Alberto García Aspe, un nombre que resuena con fuerza en la historia del futbol mexicano, ha demostrado que su talento no se limita a las canchas. Tras colgar los botines, el exjugador de Pumas, América y la Selección Nacional ha forjado una exitosa carrera en el mundo empresarial, consolidándose como un referente en la alta cocina con su restaurante Lucca.

Lucca, que abrió sus puertas hace 17 años, se ha convertido en un bastión de la gastronomía italiana en la Ciudad de México, ofreciendo a sus comensales una experiencia que evoca la esencia de la Toscana. La idea, según revela el propio Aspe, nació en su infancia, alimentada por visitas a restaurantes y el deseo de replicar esa magia culinaria.

“Me acuerdo que de chiquito iba al restaurante de Miguel Marín. Llevaba a mis papás a fuerzas a ver si lo podía ver, que me diera un autógrafo o lo que fuera. Desde esa etapa, desde muy chico, se me antojó tener un restaurante”, confesó García Aspe en una entrevista para el canal de YouTube Somos grandes.

Sin embargo, el destino tenía otros planes para el joven Alberto. Su camino lo llevó primero a las canchas, donde se convirtió en un ícono del futbol mexicano. Con una trayectoria destacada en equipos como Pumas, Necaxa y un breve paso por Argentina, su nombre se grabó a fuego en la memoria de los aficionados, especialmente por su participación en tres Copas del Mundo y su memorable actuación en Francia 1998.

Tras su retiro en 2002, García Aspe no tardó en retomar aquel sueño de infancia. Consciente de que el mundo de la restauración requería experiencia especializada, decidió asociarse con profesionales del sector. "Cuando quieres emprender algo, debes juntarte con gente que sí le sabe. Así surge una muy buena oportunidad. Yo me encargué, con un amigo, un compadre, de reunir a los socios y decir: ‘¿le entramos?’", relató.

Esta colaboración estratégica fue clave para el éxito de Lucca. La visión de Aspe, combinada con el conocimiento y la experiencia de sus socios, dio como resultado un restaurante que no solo ofrece platillos exquisitos, sino también una atmósfera que transporta a los comensales al corazón de Italia. El concepto, inspirado en "la Dolce Vita", se refleja en cada rincón del establecimiento.

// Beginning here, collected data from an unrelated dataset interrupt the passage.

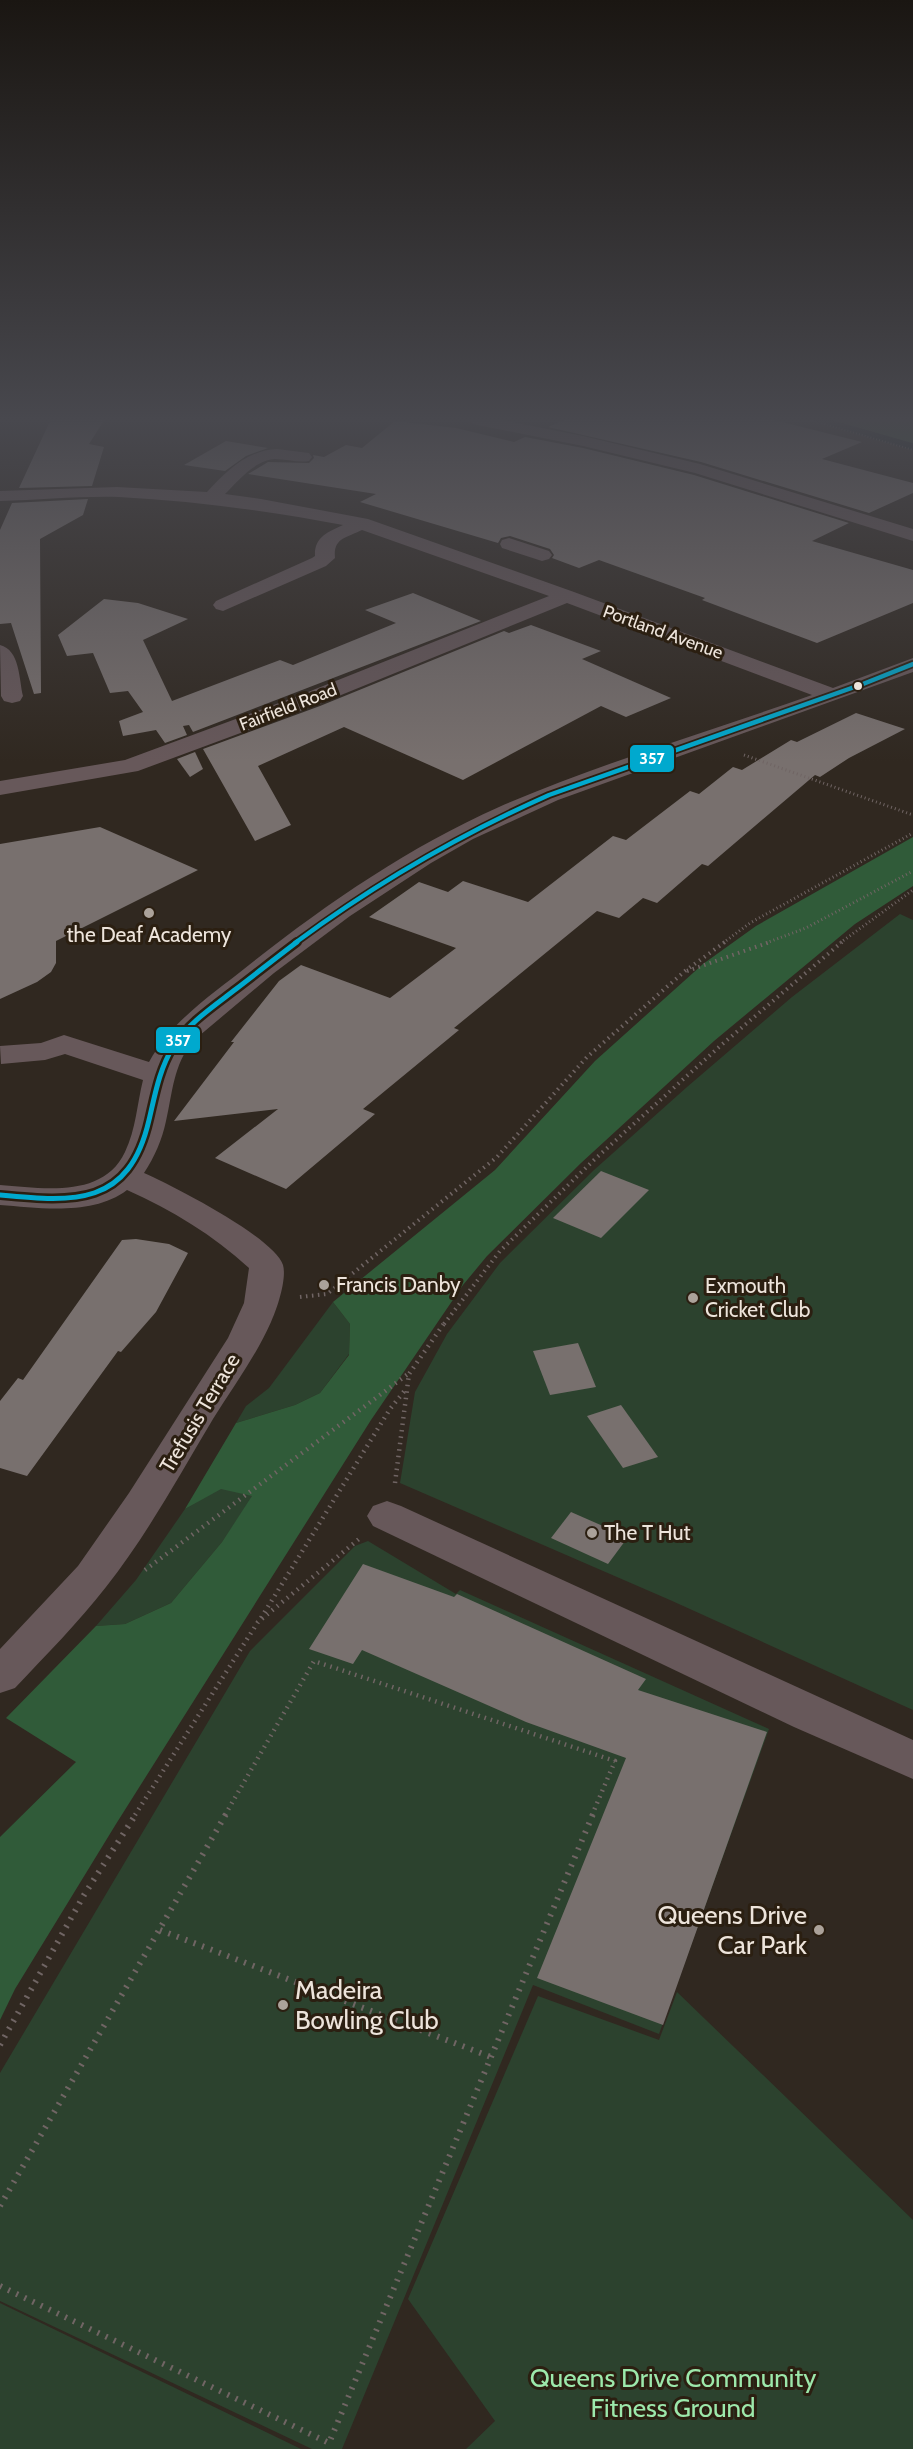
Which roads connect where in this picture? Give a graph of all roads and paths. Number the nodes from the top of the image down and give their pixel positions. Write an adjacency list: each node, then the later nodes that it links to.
1 (340, 533): 6 (street)
2 (390, 533): 5 (street, Portland Avenue)
3 (509, 544): 4 (street)
4 (542, 555)
5 (567, 596): 9 (street, Portland Avenue); 12 (street, Fairfield Road)
6 (223, 605)
7 (0, 651): 10 (street)
8 (913, 664): 9 (street)
9 (832, 695): 11 (street)
10 (13, 696)
11 (702, 740): 13 (path); 19 (street)
12 (0, 789)
13 (913, 815)
14 (913, 832): 17 (path)
15 (913, 871): 17 (path)
16 (913, 890): 23 (path)
17 (685, 971): 22 (path)
18 (1, 1055): 19 (street)
19 (158, 1075): 20 (street)
20 (126, 1177): 21 (street); 22 (street, Trefusis Terrace)
21 (0, 1195)
22 (260, 1303): 26 (street, Trefusis Terrace)
23 (409, 1374): 24 (path); 26 (path)
24 (406, 1388): 25 (path); 27 (path)
25 (387, 1516): 27 (path); 29 (street)
26 (104, 1562): 28 (street, Trefusis Terrace)
27 (258, 1622): 31 (path)
28 (0, 1676)
29 (913, 1760)
30 (159, 1930): 32 (path); 32 (path); 33 (path)
31 (0, 2045)
32 (491, 2057): 34 (path)
33 (0, 2206)
34 (0, 2286)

El compromiso de García Aspe con la excelencia es palpable. Para él, la clave del éxito reside en ofrecer un servicio al cliente impecable y una oferta gastronómica de primer nivel. "Quiero dar el mejor servicio, buena comida y mantenerlo, porque si no la gente se te va", afirmó en declaraciones a Telemundo Deportes.

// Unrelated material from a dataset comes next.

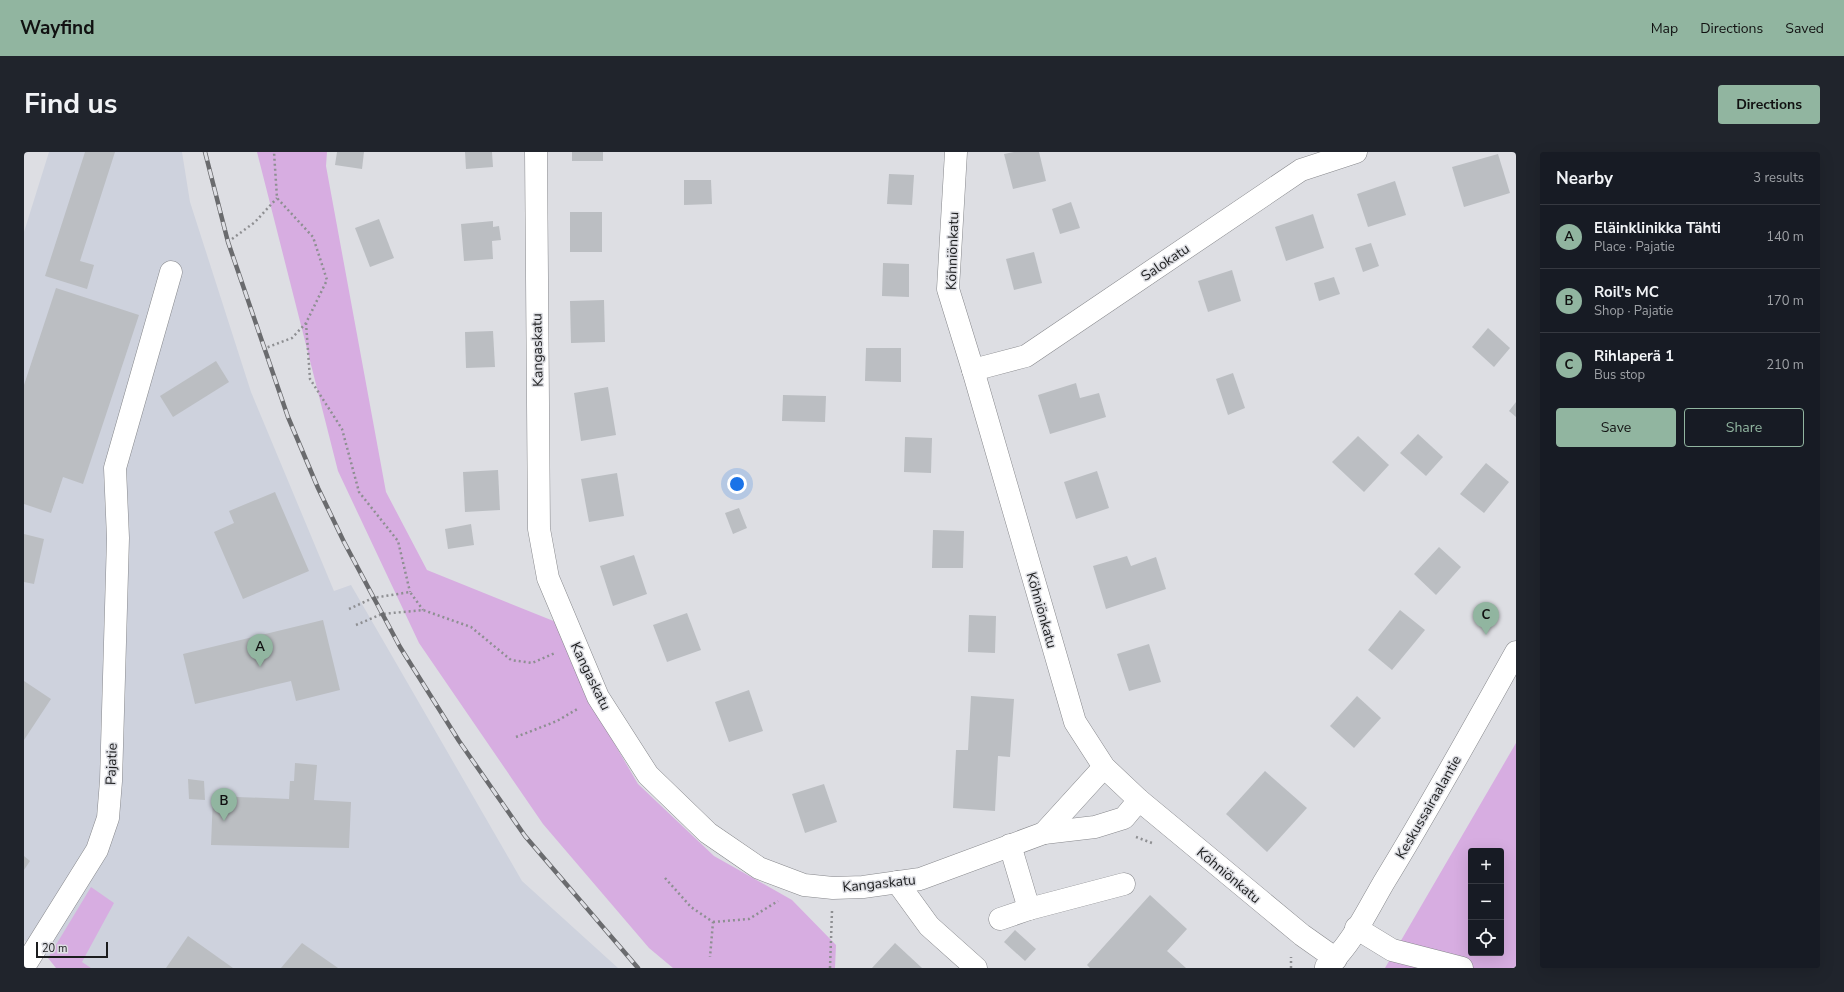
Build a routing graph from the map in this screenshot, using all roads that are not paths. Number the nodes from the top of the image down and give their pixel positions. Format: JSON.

Pero la faceta empresarial de Aspe no se detiene en Lucca. El exjugador también ha incursionado en el mundo de los vinos con su marca D’8. Este proyecto, que nació de su pasión personal por el vino, se materializó en 2018 tras años de anhelo y planificación.

"El vino me gusta muchísimo, soy un apasionado desde hace muchos años", compartió. La idea de crear su propio vino lo llevó a colaborar con el reconocido vinicultor Hugo D’Acosta, visitando juntos el Valle de Guadalupe en Baja California para dar vida a D’8.

La presentación de su vino fue un hito personal, un sueño cumplido que compartió con amigos y familiares. "Ayer se cumplió para mi un sueño de muchos años: la presentación de mi vino D’8 junto con @dacosta_hugo y mi compadre Eduardo D’Acosta. Estuve acompañado de grandes amigos y mi familia. Gracias de corazón a todos!!!", publicó en sus redes sociales.

La incursión de Alberto García Aspe en el mundo empresarial, tanto en la restauración como en la vitivinicultura, es un testimonio de su visión y determinación. Demuestra que el éxito en el deporte puede ser un trampolín para alcanzar nuevas metas en otros ámbitos, siempre y cuando se combine talento, pasión y una sólida estrategia empresarial.

Lucca no es solo un restaurante; es la materialización de un sueño infantil y la prueba de que el "Vampiro del Futbol" tiene un paladar tan fino como su zurda. Su éxito en la cocina reafirma la importancia de diversificar talentos y perseguir pasiones más allá del ámbito profesional inicial.

El empresario García Aspe ha sabido rodearse de los mejores, tanto en el futbol como en los negocios, y los resultados hablan por sí solos. Lucca se erige como un referente de la cocina italiana, mientras que D’8 se posiciona como un vino de calidad, ambos reflejo del espíritu emprendedor de su creador.